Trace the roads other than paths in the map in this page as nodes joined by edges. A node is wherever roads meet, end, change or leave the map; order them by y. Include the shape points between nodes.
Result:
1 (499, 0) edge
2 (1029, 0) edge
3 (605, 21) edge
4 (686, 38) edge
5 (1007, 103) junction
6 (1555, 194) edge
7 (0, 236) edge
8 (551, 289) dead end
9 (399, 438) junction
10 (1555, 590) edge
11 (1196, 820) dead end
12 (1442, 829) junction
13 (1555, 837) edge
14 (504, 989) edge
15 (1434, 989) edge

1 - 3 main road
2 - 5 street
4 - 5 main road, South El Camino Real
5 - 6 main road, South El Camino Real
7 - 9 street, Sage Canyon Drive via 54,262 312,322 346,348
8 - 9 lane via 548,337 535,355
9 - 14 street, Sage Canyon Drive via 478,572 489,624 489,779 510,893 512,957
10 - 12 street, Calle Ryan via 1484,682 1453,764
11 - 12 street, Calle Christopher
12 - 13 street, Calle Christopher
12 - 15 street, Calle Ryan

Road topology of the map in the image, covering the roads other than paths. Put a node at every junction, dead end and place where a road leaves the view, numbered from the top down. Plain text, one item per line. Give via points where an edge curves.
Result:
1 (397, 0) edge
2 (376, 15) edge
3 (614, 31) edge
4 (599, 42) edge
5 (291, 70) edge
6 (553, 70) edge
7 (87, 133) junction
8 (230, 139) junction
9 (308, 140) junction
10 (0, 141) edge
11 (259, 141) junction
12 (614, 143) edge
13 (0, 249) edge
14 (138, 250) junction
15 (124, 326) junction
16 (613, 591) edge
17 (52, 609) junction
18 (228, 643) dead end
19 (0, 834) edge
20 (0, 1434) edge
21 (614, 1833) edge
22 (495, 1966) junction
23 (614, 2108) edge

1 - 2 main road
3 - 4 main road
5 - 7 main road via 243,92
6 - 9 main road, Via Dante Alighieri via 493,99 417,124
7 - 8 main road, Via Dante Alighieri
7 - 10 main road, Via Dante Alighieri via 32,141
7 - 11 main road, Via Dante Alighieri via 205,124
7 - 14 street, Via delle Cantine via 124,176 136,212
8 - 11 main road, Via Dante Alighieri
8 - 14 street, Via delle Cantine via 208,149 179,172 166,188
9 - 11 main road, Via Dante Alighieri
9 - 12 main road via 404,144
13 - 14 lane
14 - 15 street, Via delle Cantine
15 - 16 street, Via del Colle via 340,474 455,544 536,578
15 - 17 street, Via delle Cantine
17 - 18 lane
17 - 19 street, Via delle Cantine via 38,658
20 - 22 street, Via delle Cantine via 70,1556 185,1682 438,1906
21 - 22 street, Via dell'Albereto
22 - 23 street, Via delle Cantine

★ ★ ★

DESCRIPTION OF THE TASK ::
Output the complete data verbatim.

RESPONSE BELOW ::
Trace the roads other than paths in the map in this page as nodes joined by edges. A node is wherever roads meet, end, change or leave the map; order them by y. Include the shape points between nodes.
Result:
1 (499, 0) edge
2 (1029, 0) edge
3 (605, 21) edge
4 (686, 38) edge
5 (1007, 103) junction
6 (1555, 194) edge
7 (0, 236) edge
8 (551, 289) dead end
9 (399, 438) junction
10 (1555, 590) edge
11 (1196, 820) dead end
12 (1442, 829) junction
13 (1555, 837) edge
14 (504, 989) edge
15 (1434, 989) edge

1 - 3 main road
2 - 5 street
4 - 5 main road, South El Camino Real
5 - 6 main road, South El Camino Real
7 - 9 street, Sage Canyon Drive via 54,262 312,322 346,348
8 - 9 lane via 548,337 535,355
9 - 14 street, Sage Canyon Drive via 478,572 489,624 489,779 510,893 512,957
10 - 12 street, Calle Ryan via 1484,682 1453,764
11 - 12 street, Calle Christopher
12 - 13 street, Calle Christopher
12 - 15 street, Calle Ryan

Road topology of the map in the image, covering the roads other than paths. Put a node at every junction, dead end and place where a road leaves the view, numbered from the top down. Plain text, one item per line. Give via points where an edge curves.
Result:
1 (397, 0) edge
2 (376, 15) edge
3 (614, 31) edge
4 (599, 42) edge
5 (291, 70) edge
6 (553, 70) edge
7 (87, 133) junction
8 (230, 139) junction
9 (308, 140) junction
10 (0, 141) edge
11 (259, 141) junction
12 (614, 143) edge
13 (0, 249) edge
14 (138, 250) junction
15 (124, 326) junction
16 (613, 591) edge
17 (52, 609) junction
18 (228, 643) dead end
19 (0, 834) edge
20 (0, 1434) edge
21 (614, 1833) edge
22 (495, 1966) junction
23 (614, 2108) edge

1 - 2 main road
3 - 4 main road
5 - 7 main road via 243,92
6 - 9 main road, Via Dante Alighieri via 493,99 417,124
7 - 8 main road, Via Dante Alighieri
7 - 10 main road, Via Dante Alighieri via 32,141
7 - 11 main road, Via Dante Alighieri via 205,124
7 - 14 street, Via delle Cantine via 124,176 136,212
8 - 11 main road, Via Dante Alighieri
8 - 14 street, Via delle Cantine via 208,149 179,172 166,188
9 - 11 main road, Via Dante Alighieri
9 - 12 main road via 404,144
13 - 14 lane
14 - 15 street, Via delle Cantine
15 - 16 street, Via del Colle via 340,474 455,544 536,578
15 - 17 street, Via delle Cantine
17 - 18 lane
17 - 19 street, Via delle Cantine via 38,658
20 - 22 street, Via delle Cantine via 70,1556 185,1682 438,1906
21 - 22 street, Via dell'Albereto
22 - 23 street, Via delle Cantine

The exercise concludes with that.